Mr. Henshaw sought for a comforting explanation. "Clock's fast," he
said, rising and adjusting it.
His wife rose almost at the same moment, and with slow deliberate
movements began to clear the table.
"What--what about dinner?" said Mr. Henshaw, still trying to control
his fears.
"Dinner!" repeated Mrs. Henshaw, in a terrible voice. "You go and tell
that creature you were on the 'bus with to get your dinner."
Mr. Henshaw made a gesture of despair. "I tell you," he said
emphatically, "it wasn't me. I told you so last night. You get an idea in
your head and--"
"That'll do," said his wife, sharply. "I saw you, George Henshaw, as
plain as I see you now. You were tickling her ear with a bit o' straw,
and that good-for-nothing friend of yours, Ted Stokes, was sitting
behind with another beauty. Nice way o' going on, and me at 'ome all
alone by myself, slaving and slaving to keep things respectable!"
"It wasn't me," reiterated the unfortunate.
"When I called out to you," pursued the unheeding Mrs.
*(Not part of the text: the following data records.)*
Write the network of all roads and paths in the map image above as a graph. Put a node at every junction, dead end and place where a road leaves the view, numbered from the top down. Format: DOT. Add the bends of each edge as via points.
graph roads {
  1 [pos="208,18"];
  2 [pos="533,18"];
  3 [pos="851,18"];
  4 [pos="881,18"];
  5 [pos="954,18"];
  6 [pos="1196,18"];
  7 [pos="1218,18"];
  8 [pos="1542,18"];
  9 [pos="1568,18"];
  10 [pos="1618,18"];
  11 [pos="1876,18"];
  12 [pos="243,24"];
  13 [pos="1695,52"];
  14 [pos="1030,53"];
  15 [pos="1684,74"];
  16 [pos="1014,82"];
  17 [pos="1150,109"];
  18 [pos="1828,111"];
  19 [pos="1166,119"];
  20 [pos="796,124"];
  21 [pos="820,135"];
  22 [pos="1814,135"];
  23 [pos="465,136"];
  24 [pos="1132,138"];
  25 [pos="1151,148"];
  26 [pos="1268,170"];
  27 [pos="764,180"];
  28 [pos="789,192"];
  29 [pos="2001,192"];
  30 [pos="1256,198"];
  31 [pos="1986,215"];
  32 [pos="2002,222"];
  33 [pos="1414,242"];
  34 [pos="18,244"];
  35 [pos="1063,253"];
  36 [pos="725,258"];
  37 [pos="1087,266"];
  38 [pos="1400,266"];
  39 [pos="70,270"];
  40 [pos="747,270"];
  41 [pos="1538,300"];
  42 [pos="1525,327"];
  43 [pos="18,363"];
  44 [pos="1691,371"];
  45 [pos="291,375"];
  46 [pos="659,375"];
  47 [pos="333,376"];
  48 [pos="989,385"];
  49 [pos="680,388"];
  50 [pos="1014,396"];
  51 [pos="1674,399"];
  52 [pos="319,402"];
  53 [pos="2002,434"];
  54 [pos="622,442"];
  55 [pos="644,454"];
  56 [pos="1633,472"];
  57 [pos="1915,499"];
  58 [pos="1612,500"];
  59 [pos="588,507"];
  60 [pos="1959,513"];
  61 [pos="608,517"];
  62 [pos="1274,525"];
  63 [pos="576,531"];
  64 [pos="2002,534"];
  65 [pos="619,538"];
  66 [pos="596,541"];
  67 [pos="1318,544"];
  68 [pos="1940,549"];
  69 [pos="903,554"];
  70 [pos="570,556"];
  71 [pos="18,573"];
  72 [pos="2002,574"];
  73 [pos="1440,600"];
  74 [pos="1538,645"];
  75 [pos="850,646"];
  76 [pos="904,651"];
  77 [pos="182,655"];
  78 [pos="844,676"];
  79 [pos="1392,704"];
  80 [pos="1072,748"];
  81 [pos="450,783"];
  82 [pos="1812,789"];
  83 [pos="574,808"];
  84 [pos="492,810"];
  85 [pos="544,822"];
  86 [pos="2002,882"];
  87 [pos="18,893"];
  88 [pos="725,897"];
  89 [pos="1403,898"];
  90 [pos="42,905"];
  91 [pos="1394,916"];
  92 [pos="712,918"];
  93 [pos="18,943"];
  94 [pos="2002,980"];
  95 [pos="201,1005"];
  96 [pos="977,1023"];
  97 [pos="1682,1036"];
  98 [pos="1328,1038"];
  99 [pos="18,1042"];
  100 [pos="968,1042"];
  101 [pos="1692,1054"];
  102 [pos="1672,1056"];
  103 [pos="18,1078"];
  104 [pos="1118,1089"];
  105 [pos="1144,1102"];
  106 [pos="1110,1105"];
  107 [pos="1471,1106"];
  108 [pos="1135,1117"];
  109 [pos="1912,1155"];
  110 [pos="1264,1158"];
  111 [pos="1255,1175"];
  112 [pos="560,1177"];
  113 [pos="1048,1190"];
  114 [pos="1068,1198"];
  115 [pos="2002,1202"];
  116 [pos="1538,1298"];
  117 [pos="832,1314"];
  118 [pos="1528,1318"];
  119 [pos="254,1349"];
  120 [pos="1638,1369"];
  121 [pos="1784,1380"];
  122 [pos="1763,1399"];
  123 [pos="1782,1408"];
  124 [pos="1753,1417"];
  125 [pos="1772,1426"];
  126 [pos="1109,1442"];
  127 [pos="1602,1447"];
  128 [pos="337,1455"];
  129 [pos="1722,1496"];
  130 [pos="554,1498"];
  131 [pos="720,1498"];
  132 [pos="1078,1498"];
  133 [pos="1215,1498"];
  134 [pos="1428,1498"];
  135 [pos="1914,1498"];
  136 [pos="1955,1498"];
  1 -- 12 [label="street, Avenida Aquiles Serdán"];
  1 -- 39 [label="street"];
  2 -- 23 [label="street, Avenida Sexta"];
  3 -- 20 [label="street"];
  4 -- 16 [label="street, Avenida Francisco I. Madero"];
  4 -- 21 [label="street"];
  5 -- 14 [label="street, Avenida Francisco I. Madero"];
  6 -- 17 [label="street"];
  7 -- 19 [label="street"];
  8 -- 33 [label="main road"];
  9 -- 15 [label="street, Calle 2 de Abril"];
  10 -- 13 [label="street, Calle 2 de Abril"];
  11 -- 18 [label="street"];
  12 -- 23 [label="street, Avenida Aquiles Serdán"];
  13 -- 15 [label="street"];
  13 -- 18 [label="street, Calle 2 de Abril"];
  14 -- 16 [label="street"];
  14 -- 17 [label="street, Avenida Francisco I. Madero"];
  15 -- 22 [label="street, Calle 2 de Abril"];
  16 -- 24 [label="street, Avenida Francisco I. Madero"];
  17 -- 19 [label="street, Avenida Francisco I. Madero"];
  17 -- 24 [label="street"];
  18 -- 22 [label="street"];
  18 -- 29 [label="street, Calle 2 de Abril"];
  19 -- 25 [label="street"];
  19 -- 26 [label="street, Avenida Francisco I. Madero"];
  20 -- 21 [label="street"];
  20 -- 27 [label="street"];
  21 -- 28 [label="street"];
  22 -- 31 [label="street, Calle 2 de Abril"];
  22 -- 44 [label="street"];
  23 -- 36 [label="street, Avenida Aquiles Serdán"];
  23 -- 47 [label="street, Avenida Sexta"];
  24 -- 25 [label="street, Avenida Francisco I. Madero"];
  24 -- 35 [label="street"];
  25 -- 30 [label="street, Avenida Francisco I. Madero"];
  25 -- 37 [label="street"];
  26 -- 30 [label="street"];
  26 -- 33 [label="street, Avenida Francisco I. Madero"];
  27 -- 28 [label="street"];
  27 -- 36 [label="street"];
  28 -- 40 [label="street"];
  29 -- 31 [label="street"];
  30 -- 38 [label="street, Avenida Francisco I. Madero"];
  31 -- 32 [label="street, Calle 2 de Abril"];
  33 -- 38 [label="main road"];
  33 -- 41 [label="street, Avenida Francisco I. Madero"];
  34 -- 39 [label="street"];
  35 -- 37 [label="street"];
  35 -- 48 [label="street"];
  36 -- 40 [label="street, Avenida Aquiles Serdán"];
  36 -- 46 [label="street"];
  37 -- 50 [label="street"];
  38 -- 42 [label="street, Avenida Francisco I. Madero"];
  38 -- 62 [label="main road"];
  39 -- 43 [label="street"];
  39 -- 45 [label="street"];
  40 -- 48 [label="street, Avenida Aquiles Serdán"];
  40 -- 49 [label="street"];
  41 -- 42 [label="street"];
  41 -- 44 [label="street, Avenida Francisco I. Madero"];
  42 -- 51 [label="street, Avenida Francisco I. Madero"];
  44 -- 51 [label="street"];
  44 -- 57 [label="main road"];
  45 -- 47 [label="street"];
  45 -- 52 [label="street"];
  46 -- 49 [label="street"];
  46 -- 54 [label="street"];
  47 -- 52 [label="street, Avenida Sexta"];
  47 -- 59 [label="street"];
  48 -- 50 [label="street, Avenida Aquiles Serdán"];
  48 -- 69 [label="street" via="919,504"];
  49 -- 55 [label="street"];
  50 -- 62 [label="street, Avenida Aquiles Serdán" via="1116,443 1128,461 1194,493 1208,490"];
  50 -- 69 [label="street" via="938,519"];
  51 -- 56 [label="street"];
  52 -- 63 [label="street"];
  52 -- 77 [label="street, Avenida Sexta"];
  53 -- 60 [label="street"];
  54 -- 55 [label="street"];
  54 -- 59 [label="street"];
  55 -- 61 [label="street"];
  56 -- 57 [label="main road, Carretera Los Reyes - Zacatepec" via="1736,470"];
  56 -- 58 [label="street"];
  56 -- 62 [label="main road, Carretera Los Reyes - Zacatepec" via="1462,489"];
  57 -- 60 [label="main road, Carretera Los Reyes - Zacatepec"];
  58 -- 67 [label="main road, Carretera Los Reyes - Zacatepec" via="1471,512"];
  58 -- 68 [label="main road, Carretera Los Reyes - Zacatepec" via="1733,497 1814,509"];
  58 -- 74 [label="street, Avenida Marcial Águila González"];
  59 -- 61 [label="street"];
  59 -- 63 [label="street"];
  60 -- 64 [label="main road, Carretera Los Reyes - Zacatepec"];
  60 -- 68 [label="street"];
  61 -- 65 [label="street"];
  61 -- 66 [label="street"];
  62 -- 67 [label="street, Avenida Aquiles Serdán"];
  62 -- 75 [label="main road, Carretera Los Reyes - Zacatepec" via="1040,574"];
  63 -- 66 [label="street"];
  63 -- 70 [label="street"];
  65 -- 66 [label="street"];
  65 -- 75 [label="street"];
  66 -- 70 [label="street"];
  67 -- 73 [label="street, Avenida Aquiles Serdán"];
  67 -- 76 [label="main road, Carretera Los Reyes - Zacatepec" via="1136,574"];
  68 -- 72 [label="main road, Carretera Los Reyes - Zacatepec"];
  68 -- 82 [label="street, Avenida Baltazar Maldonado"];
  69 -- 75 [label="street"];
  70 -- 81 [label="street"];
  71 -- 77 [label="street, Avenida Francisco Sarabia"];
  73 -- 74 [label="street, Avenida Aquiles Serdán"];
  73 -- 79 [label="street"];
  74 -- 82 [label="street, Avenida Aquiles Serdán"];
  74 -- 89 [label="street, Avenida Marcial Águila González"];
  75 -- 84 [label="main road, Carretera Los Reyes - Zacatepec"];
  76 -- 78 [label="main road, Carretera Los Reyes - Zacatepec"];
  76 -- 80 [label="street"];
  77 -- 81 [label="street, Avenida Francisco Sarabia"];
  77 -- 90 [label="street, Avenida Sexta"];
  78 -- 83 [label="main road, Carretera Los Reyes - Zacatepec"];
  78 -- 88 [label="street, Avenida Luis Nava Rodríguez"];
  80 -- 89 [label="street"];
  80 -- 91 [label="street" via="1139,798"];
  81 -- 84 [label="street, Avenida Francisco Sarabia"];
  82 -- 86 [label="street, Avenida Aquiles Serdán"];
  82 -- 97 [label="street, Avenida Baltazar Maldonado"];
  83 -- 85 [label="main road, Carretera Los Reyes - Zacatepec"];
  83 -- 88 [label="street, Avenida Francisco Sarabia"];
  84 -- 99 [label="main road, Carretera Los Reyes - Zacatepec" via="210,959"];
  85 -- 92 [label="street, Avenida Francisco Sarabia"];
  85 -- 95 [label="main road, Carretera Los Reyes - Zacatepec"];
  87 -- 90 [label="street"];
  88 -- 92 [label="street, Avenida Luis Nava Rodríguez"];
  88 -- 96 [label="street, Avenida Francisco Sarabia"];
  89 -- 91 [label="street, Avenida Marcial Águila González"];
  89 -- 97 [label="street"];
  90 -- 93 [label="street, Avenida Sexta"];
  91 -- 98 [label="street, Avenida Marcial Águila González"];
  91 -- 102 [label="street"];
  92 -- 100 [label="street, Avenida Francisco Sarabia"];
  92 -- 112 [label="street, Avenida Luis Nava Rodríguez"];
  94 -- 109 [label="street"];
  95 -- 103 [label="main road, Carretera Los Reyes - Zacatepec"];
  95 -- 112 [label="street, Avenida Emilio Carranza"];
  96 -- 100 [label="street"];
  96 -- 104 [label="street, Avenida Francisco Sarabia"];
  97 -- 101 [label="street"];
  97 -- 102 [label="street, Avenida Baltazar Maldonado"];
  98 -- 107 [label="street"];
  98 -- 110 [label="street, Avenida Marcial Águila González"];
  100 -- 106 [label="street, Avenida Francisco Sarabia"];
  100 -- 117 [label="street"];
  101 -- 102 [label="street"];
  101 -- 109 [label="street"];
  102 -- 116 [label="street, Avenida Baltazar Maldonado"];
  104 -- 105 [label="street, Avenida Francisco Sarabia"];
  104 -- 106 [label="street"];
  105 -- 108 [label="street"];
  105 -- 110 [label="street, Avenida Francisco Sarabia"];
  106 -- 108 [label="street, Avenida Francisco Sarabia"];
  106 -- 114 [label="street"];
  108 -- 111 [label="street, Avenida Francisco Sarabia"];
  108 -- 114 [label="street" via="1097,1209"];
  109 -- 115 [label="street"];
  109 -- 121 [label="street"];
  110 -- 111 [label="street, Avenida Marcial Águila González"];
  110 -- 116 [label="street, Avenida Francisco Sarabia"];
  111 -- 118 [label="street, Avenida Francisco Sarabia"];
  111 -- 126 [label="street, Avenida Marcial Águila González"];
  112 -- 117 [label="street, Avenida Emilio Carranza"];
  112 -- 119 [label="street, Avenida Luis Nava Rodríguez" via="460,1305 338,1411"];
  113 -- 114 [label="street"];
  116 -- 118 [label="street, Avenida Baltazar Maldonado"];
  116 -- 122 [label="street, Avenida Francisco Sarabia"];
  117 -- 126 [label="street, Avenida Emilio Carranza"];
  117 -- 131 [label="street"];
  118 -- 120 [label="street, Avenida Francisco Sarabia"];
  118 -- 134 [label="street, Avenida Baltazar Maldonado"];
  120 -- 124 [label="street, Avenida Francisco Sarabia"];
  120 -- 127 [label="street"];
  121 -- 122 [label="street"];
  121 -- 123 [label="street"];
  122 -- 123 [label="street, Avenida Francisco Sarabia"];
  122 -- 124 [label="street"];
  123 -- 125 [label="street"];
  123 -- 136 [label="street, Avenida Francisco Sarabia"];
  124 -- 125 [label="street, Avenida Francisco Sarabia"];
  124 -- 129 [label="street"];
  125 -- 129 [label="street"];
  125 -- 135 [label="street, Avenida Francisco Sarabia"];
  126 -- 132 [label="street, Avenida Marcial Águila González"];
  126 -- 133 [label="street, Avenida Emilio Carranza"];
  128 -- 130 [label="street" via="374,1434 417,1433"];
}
Henshaw, "you
started and pulled your hat over your eyes and turned away. I should
have caught you if it hadn't been for all them carts in the way and
falling down. I can't understand now how it was I wasn't killed; I was a
mask of mud from head to foot."
Despite his utmost efforts to prevent it, a faint smile flitted across the

pallid features of Mr. Henshaw.
"Yes, you may laugh," stormed his wife, "and I've no doubt them two
beauties laughed too. I'll take care you don't have much more to laugh
at, my man."
She flung out of the room and began to wash up the crockery. Mr.
Henshaw, after standing irresolute for some time with his hands in his
pockets, put on his hat again and left the house.
He dined badly at a small eating-house, and returned home at six
o'clock that evening to find his wife out and the cupboard empty. He
went back to the same restaurant for tea, and after a gloomy meal went
round to discuss the situation with Ted Stokes. That gentleman's
suggestion of a double alibi he thrust aside with disdain and a stern
appeal to talk sense.
"Mind, if my wife speaks to you about it," he said, warningly, "it wasn't
me, but somebody like me. You might say he 'ad been mistook for me
before."
Mr. Stokes grinned and, meeting a freezing glance from his friend, at
once became serious again.
"Why not say it was you?" he said stoutly. "There's no harm in going
for a 'bus-ride with a friend and a couple o' ladies."
"O' course there ain't," said the other, hotly, "else I shouldn't ha' done it.